We adopted LR, ARIMA, SVM, RF, DT, BP, RNN, and our scheme (i.e., SSA-GRU), respectively, to forecast the traffic situation values on dataset_1 and dataset_2. The optimal GRU hyperparameters selected by SSA on dataset_1 and dataset_2 are shown in Tables 4 and 5, respectively. The prediction results of each algorithm on dataset_1 and dataset_2 are shown in Figs. 11 and 12, respectively.

In addition, the root mean square error (RMSE), average absolute error (MAE), average relative error (MRE) (Wang et al., 2018) and mean absolute percentage error (MAPE) were used to evaluate the prediction performance of different algorithms.
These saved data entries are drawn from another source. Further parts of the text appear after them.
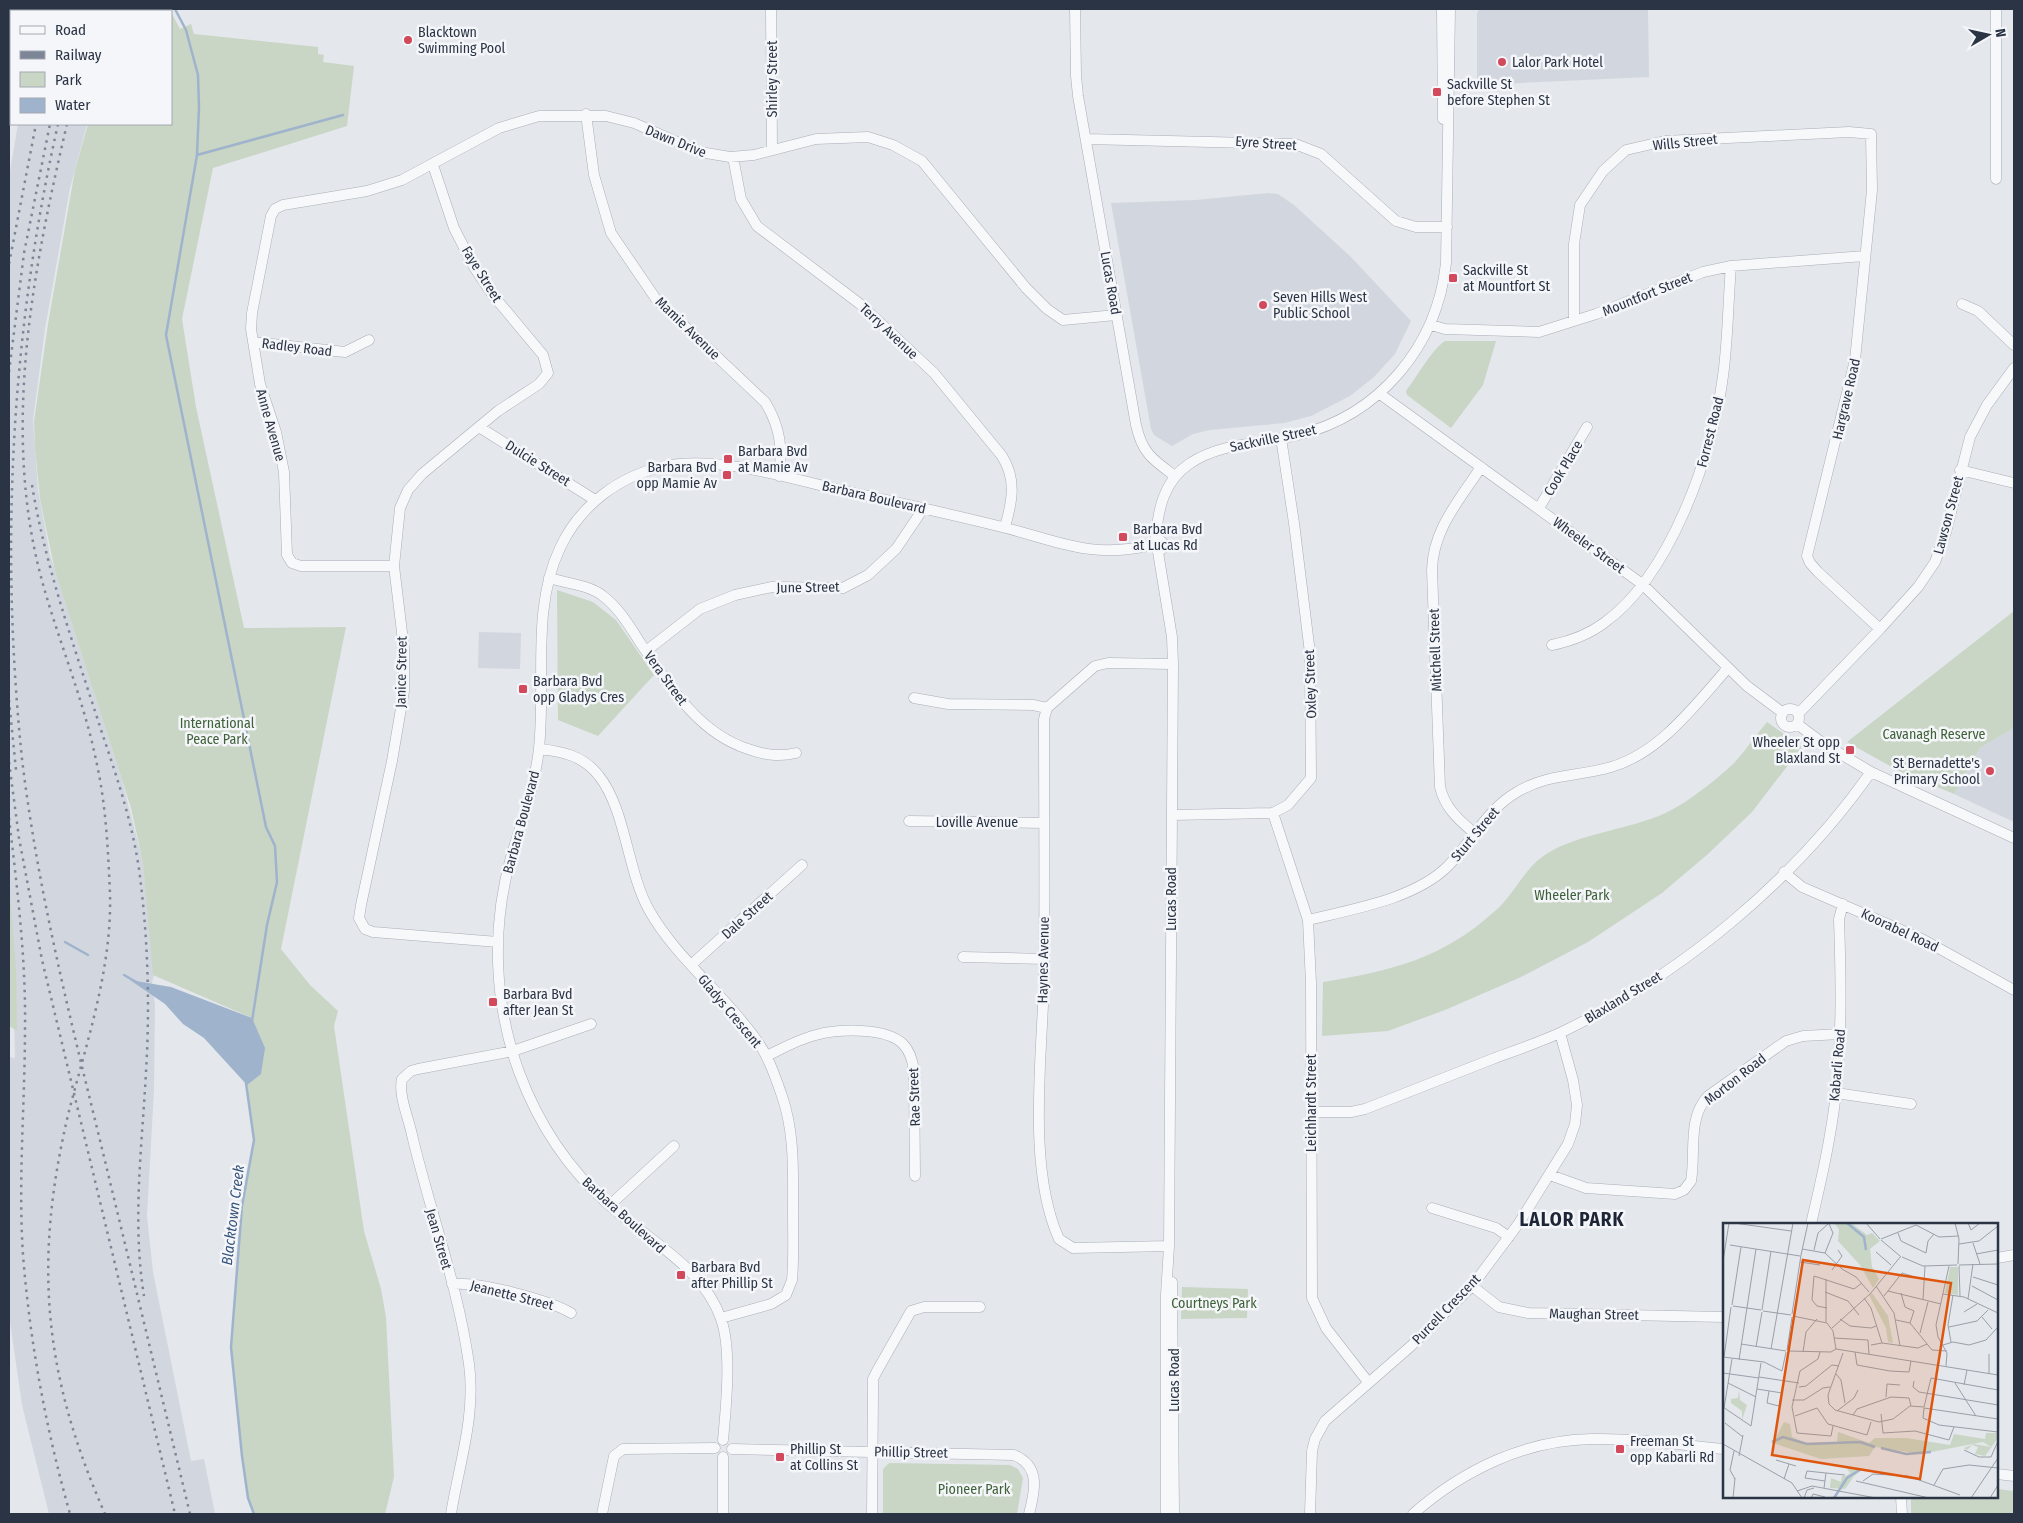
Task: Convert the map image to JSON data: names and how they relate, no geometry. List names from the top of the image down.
{
  "streets": {
    "street": [
      "Shirley Street",
      "Dawn Drive",
      "Wills Street",
      "Eyre Street",
      "Faye Street",
      "Lucas Road",
      "Mountfort Street",
      "Mamie Avenue",
      "Terry Avenue",
      "Radley Road",
      "Hargrave Road",
      "Anne Avenue",
      "Forrest Road",
      "Sackville Street",
      "Dulcie Street",
      "Cook Place",
      "Barbara Boulevard",
      "Lawson Street",
      "Wheeler Street",
      "June Street",
      "Mitchell Street",
      "Janice Street",
      "Vera Street",
      "Oxley Street",
      "Loville Avenue",
      "Sturt Street",
      "Dale Street",
      "Koorabel Road",
      "Haynes Avenue",
      "Blaxland Street",
      "Gladys Crescent",
      "Kabarli Road",
      "Morton Road",
      "Rae Street",
      "Leichhardt Street",
      "Jean Street",
      "Jeanette Street",
      "Purcell Crescent",
      "Maughan Street",
      "Phillip Street"
    ]
  },
  "crossings": [
    ["Shirley Street", "Dawn Drive"],
    ["Dawn Drive", "Faye Street"],
    ["Dawn Drive", "Lucas Road"],
    ["Dawn Drive", "Mamie Avenue"],
    ["Dawn Drive", "Terry Avenue"],
    ["Dawn Drive", "Anne Avenue"],
    ["Wills Street", "Mountfort Street"],
    ["Wills Street", "Hargrave Road"],
    ["Eyre Street", "Lucas Road"],
    ["Eyre Street", "Sackville Street"],
    ["Faye Street", "Janice Street"],
    ["Lucas Road", "Sackville Street"],
    ["Lucas Road", "Barbara Boulevard"],
    ["Lucas Road", "Haynes Avenue"],
    ["Mountfort Street", "Hargrave Road"],
    ["Mountfort Street", "Forrest Road"],
    ["Mountfort Street", "Sackville Street"],
    ["Mamie Avenue", "Barbara Boulevard"],
    ["Terry Avenue", "Barbara Boulevard"],
    ["Radley Road", "Anne Avenue"],
    ["Hargrave Road", "Lawson Street"],
    ["Anne Avenue", "Janice Street"],
    ["Forrest Road", "Wheeler Street"],
    ["Sackville Street", "Wheeler Street"],
    ["Sackville Street", "Oxley Street"],
    ["Dulcie Street", "Barbara Boulevard"],
    ["Dulcie Street", "Janice Street"],
    ["Cook Place", "Wheeler Street"],
    ["Barbara Boulevard", "June Street"],
    ["Barbara Boulevard", "Janice Street"],
    ["Barbara Boulevard", "Vera Street"],
    ["Barbara Boulevard", "Gladys Crescent"],
    ["Barbara Boulevard", "Jean Street"],
    ["Barbara Boulevard", "Phillip Street"],
    ["Lawson Street", "Wheeler Street"],
    ["Wheeler Street", "Mitchell Street"],
    ["Wheeler Street", "Sturt Street"],
    ["June Street", "Vera Street"],
    ["Mitchell Street", "Sturt Street"],
    ["Oxley Street", "Leichhardt Street"],
    ["Loville Avenue", "Haynes Avenue"],
    ["Sturt Street", "Leichhardt Street"],
    ["Dale Street", "Gladys Crescent"],
    ["Koorabel Road", "Blaxland Street"],
    ["Koorabel Road", "Kabarli Road"],
    ["Blaxland Street", "Leichhardt Street"],
    ["Blaxland Street", "Purcell Crescent"],
    ["Gladys Crescent", "Rae Street"],
    ["Kabarli Road", "Morton Road"],
    ["Morton Road", "Purcell Crescent"],
    ["Leichhardt Street", "Purcell Crescent"],
    ["Jean Street", "Jeanette Street"],
    ["Purcell Crescent", "Maughan Street"]
  ],
  "districts": ["LALOR PARK"],
  "water": ["Blacktown Creek"],
  "parks": [
    "International Peace Park",
    "Cavanagh Reserve",
    "Wheeler Park",
    "Courtneys Park",
    "Pioneer Park"
  ],
  "places": {
    "other": [
      "Blacktown Swimming Pool",
      "Lalor Park Hotel",
      "Seven Hills West Public School",
      "St Bernadette's Primary School"
    ],
    "transit": [
      "Sackville St before Stephen St",
      "Sackville St at Mountfort St",
      "Barbara Bvd at Mamie Av",
      "Barbara Bvd opp Mamie Av",
      "Barbara Bvd at Lucas Rd",
      "Barbara Bvd opp Gladys Cres",
      "Wheeler St opp Blaxland St",
      "Barbara Bvd after Jean St",
      "Barbara Bvd after Phillip St",
      "Freeman St opp Kabarli Rd",
      "Phillip St at Collins St"
    ]
  },
  "legend": [
    "Road",
    "Railway",
    "Park",
    "Water"
  ],
  "north": "right"
}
The formulas are defined as follows:

$RMSE=\sqrt{\frac{1}{M}\sum _{i=1}^{M}{\left({{y}^{\mathrm{\prime }}}_{i}-{y}_{i}\right)}^{2}}$

$MAE=\frac{1}{M}\sum _{i=1}^{M}|{{y}^{\mathrm{\prime }}}_{i}-{y}_{i}|$

$MRE=\frac{1}{M}\sum _{i=1}^{M}\frac{|{{y}^{\mathrm{\prime }}}_{i}-{y}_{i}|}{{y}_{i}}$

$MAPE=\frac{1}{M}\sum _{i=1}^{M}\frac{|{{y}^{\mathrm{\prime }}}_{i}-{y}_{i}|}{{y}_{i}}×100\mathrm{%}$

where

$M$

is the number of samples in the dataset,

${y}^{\mathrm{\prime }}$

is the output value of GRU, and

$y$

is the real value.

The prediction performance of different algorithms on dataset_1 and dataset_2 is shown in Tables 6 and 7, respectively.

Based on the above experiment results, the proposed method has better prediction accuracy and prediction effect. The prediction error is smaller. The predictive and actual values fit better.

## Conclusions

To predict the multi-domain SDN traffic status comprehensively and accurately, we proposed a traffic situation prediction method based on the GRU network in multi-domain SDN. First, we analyzed the relevant factors that affect data traffic and control traffic, and convert them into a time series of actual situation values. Then, to overcome the shortcomings of manually optimizing the hyperparameters of GRU such as time-consuming and difficulty in selecting the most suitable hyperparameters, we used SSA to automatically optimize the hyperparameters of GRU, which improves the prediction effect. Finally, we used hyperparameter optimized GRU to predict the situation values. The results of multiple experiments on the traffic datasets MAWI and Moore show that the proposed method has higher prediction accuracy than traditional machine learning algorithms. Limited by the experimental conditions, only two domains without network failures have been tested. In future work, further research will be conducted on three and more domains with network failures. To better verify the prediction effect of our proposed method, we will deploy the proposed method in a real environment and explore more application scenarios.